There is a simple idea at the core of most mobile marketing campaigns these days – if you spend $x on some marketing activity and received $y in return you want y to be grater than x. This is often referred to as ROAS or campaign ROI. We have trained mobile marketers to break down their activities to small units: ad groups, ad sets, ad creatives, audiences, … and find the ones that show ROAS. Doubling down on the positive ROAS units while shutting down the negetive ROAS units is the leading campaign optimization strategy today.
Here is the problem – it only works under certain conditions.
There is a famous saying by Mark Twain – “There are lies, damned lies and Statistics”. It comes to warn people about using statistics in a wrong way. One such way is using statistics when small numbers are involved. Another way in which statistics are deceiving is called Multiplicity or Multiple comparisons. Let’s see how those come into play when calculating returns.
Beware of the small numbers
Most companies base their ROAS calculations only on revenues from In-App Purchases. This is a result of 2 things:
- Up until recently, ad based monetization and ad spend were mutually exclusive
- Until SOOMLA TRACEBACK there was no way to attribute ad monetization
The problem with In-App Purchases revenue is that it’s highly concentrated.
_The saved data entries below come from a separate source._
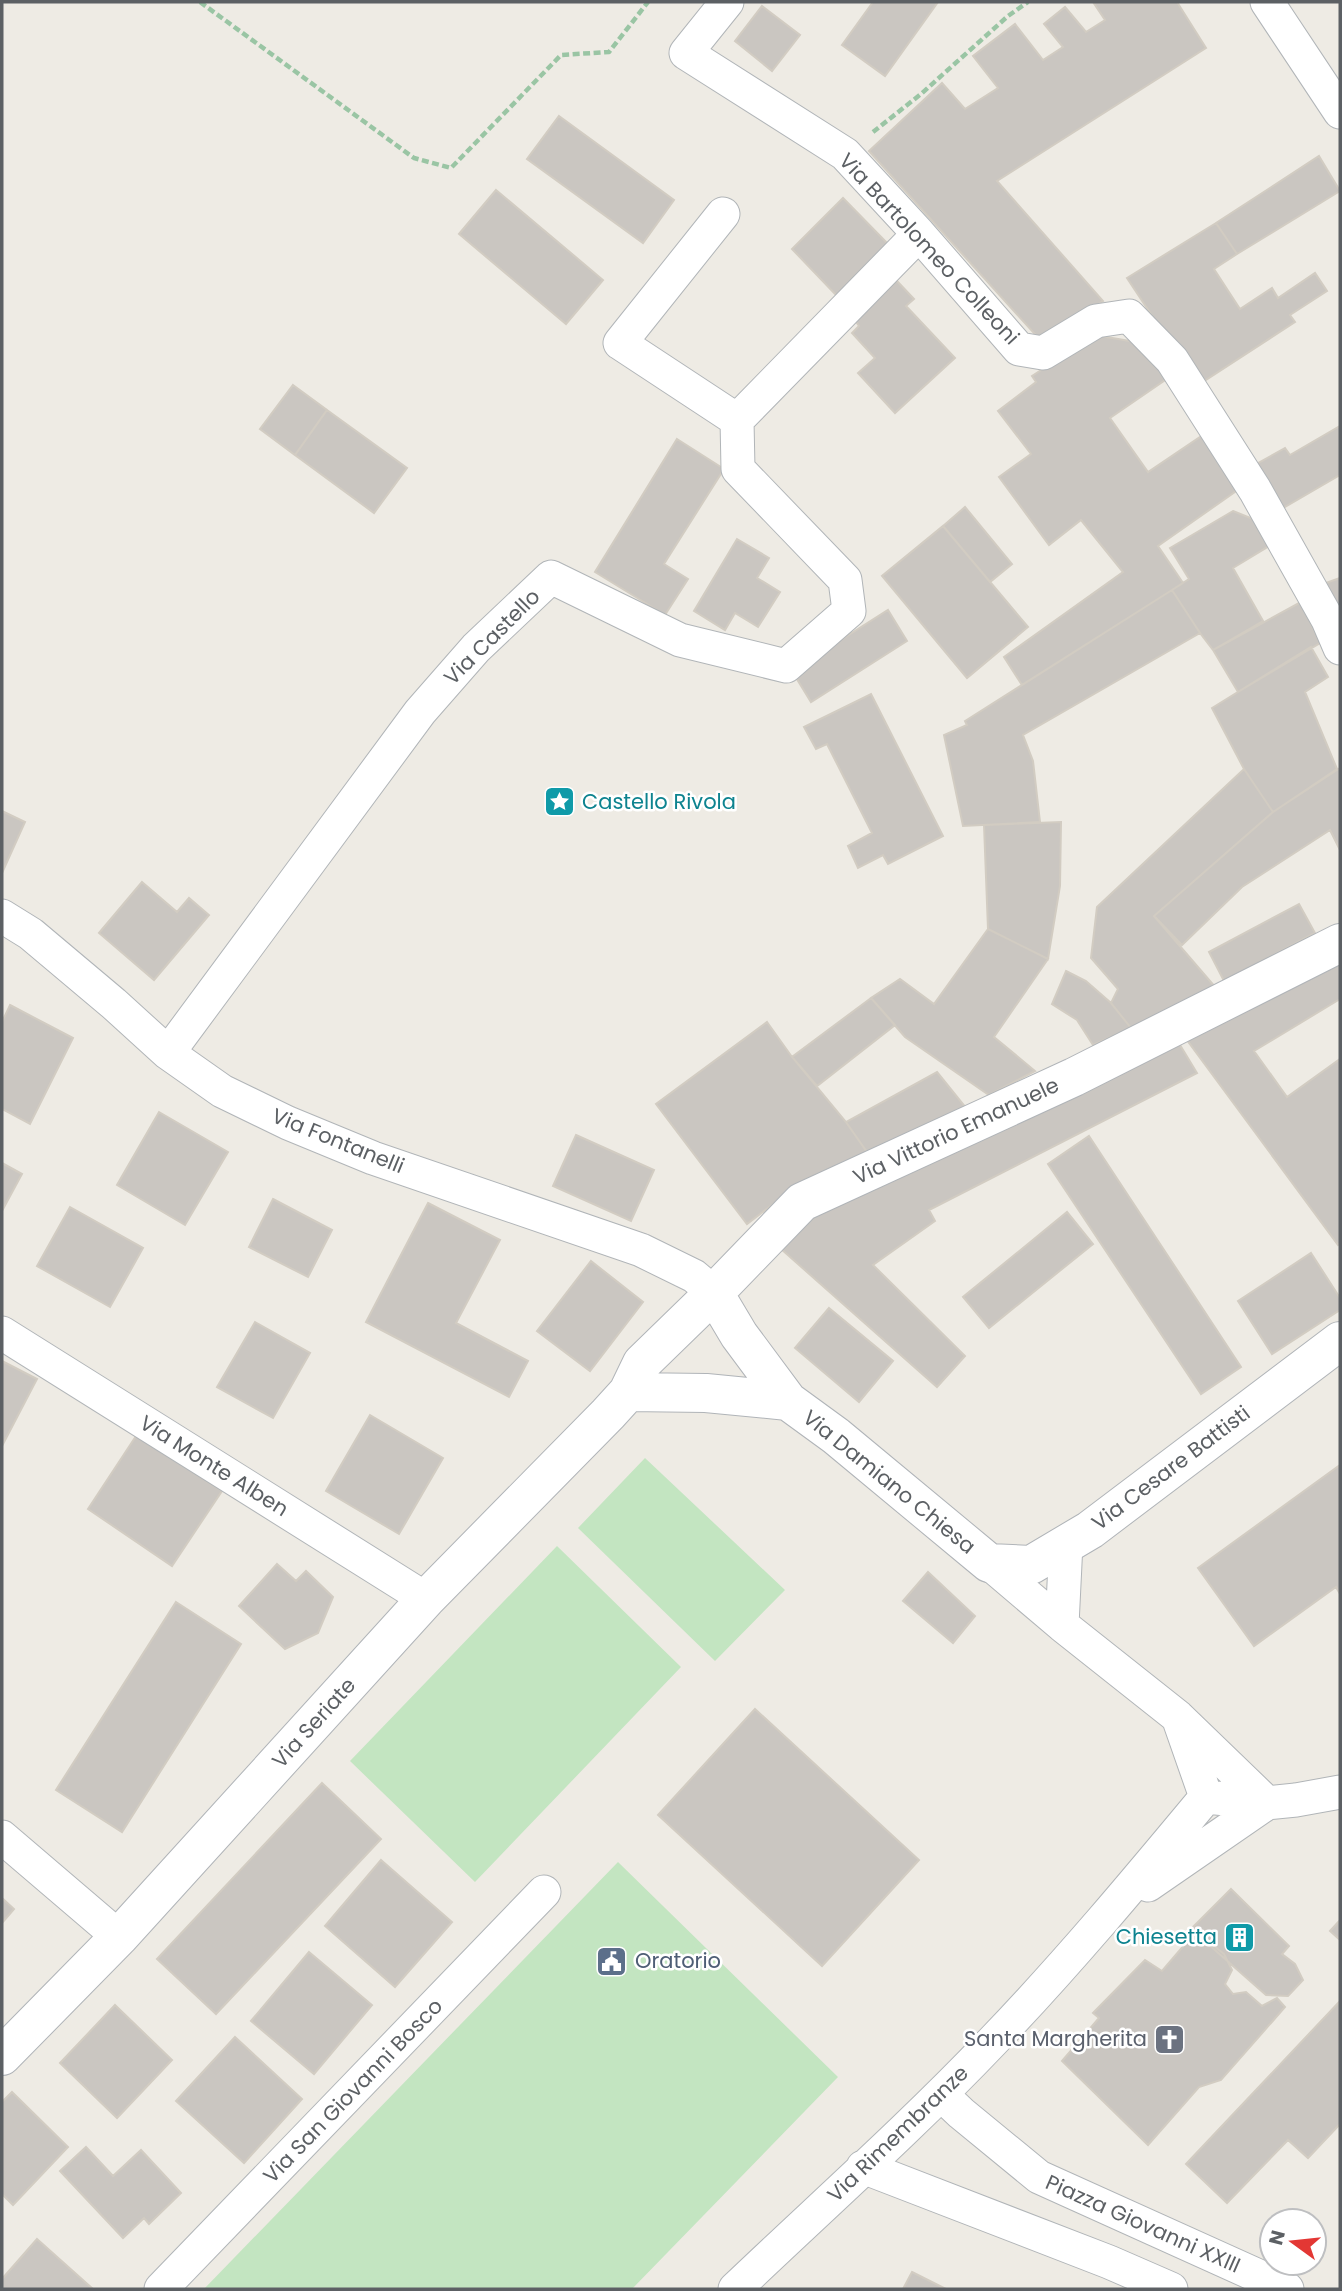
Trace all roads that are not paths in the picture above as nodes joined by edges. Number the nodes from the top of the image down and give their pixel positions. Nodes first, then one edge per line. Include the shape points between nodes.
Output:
1 (727, 2) edge
2 (1267, 2) edge
3 (1340, 112) edge
4 (723, 214) dead end
5 (919, 234) junction
6 (737, 420) junction
7 (1340, 648) edge
8 (2, 916) edge
9 (1340, 943) edge
10 (168, 1053) junction
11 (714, 1293) junction
12 (2, 1333) edge
13 (1340, 1340) edge
14 (628, 1392) junction
15 (788, 1401) junction
16 (1066, 1543) junction
17 (989, 1563) junction
18 (426, 1599) junction
19 (1062, 1625) junction
20 (1178, 1717) junction
21 (1340, 1791) edge
22 (1206, 1797) junction
23 (1267, 1803) junction
24 (2, 1837) edge
25 (544, 1892) dead end
26 (1112, 1910) junction
27 (119, 1937) junction
28 (2, 2056) edge
29 (941, 2094) junction
30 (863, 2168) junction
31 (1108, 2275) edge
32 (161, 2289) edge
33 (735, 2289) edge
34 (1171, 2289) edge
35 (1287, 2289) edge

1 - 5 street, Via Bartolomeo Colleoni via 686,53 845,154
2 - 3 street
4 - 6 street via 620,343
5 - 6 street
5 - 7 street, Via Bartolomeo Colleoni via 1019,349 1043,353 1096,321 1129,316 1172,360 1193,392 1255,490
6 - 10 street, Via Castello via 738,468 845,580 849,611 786,666 680,640 551,577 476,648 420,712
8 - 10 street, Via Fontanelli via 30,934
9 - 11 street, Via Vittorio Emanuele via 1074,1077 802,1202
10 - 11 street, Via Fontanelli via 222,1091 288,1123 373,1158 641,1250 694,1276
11 - 14 street, Via Vittorio Emanuele via 642,1363
11 - 15 street via 738,1335
12 - 18 street, Via Monte Alben
13 - 16 street, Via Cesare Battisti via 1090,1530
14 - 15 street
14 - 18 street, Via Seriate
15 - 17 street, Via Damiano Chiesa
16 - 17 street, Via Cesare Battisti via 1031,1565
16 - 19 street
17 - 19 street
18 - 27 street, Via Seriate
19 - 20 street
20 - 22 street
20 - 23 street
21 - 23 street
22 - 23 street
22 - 26 street, Via Rimembranze
23 - 26 street, Via Rimembranze
24 - 27 street
25 - 32 street, Via San Giovanni Bosco
26 - 29 street, Via Rimembranze
27 - 28 street, Via Seriate
29 - 30 street, Via Rimembranze
29 - 35 street, Piazza Giovanni XXIII via 1040,2177
30 - 31 street
30 - 33 street, Via Rimembranze
31 - 34 street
Studies have shown that purchases are less than 2% of the users and among those 2%, the top 10% generate half of the revenue. Let’s say that you spent $5,000 to acquire 1,000 users and you are trying to figure out the return. Most likely you have 20 purchases but there are 2 whale users who generated $1,500 each (this is aligned with the studies – yes). Now, suppose you had 2 ad-groups in that campaign and you are trying to figure out which one was better. Here are the options:
- Group A had both whales
- Group A had one whale and B had one whale
- Group B had both whales
Since we are talking about 2 users here – the scenario that actually happened would be completely random. Even if one ad-group is better than the other it is still very likely for that group to outperform the other group when we are talking about only 2 users who can flip the outcome completely. The danger here is that our UA teams would double down on the ad-group that yielded the 2 whales without understanding that it’s not better than the other. If we look at sample sizes here n=1000 is normally considered a good sample size. Has the monetization been less concentrated a sample size of 1,000 should have been enough to make decisions. However, for the purpose of acquiring whales the actual sample size is n=2 in this case. We should try to get at least n=500 before we start making decisions on media buying. The problem of course is that attracting 500 whales could be a very expensive test – more than $100,000 based on the numbers in the example above.
On the other hand, companies who monetize with ads enjoy the fact that more users participate in generating revenue and can make decisions based on smaller sample sizes and smaller test budgets.
Multiplicity – the bias of multiple shots
Another bias we normally see in mobile marketing is Multiplicity. The easiest way to explain this is with the game of basketball. Let’s imagine you are through from the 3-pt line and you have 50% chance to score. What happense if you try twice, the chances of scoring at least once becomes 75%. With 3 shots, it’s 87.5% and so forth. The more times you try the better your chances to score.This is what happens when you try to hard to find positive ROAS in a campaigns that has a lot of parameter. You compare ad-groups – that’s 1 shot, you compare ad creatives – that’s a 2nd shot, you compare audiences – that’s a 3rd shot and so forth. The more you try to find a segments with positive ROAS by slicing and dicing the more likely you are to find a false positive one.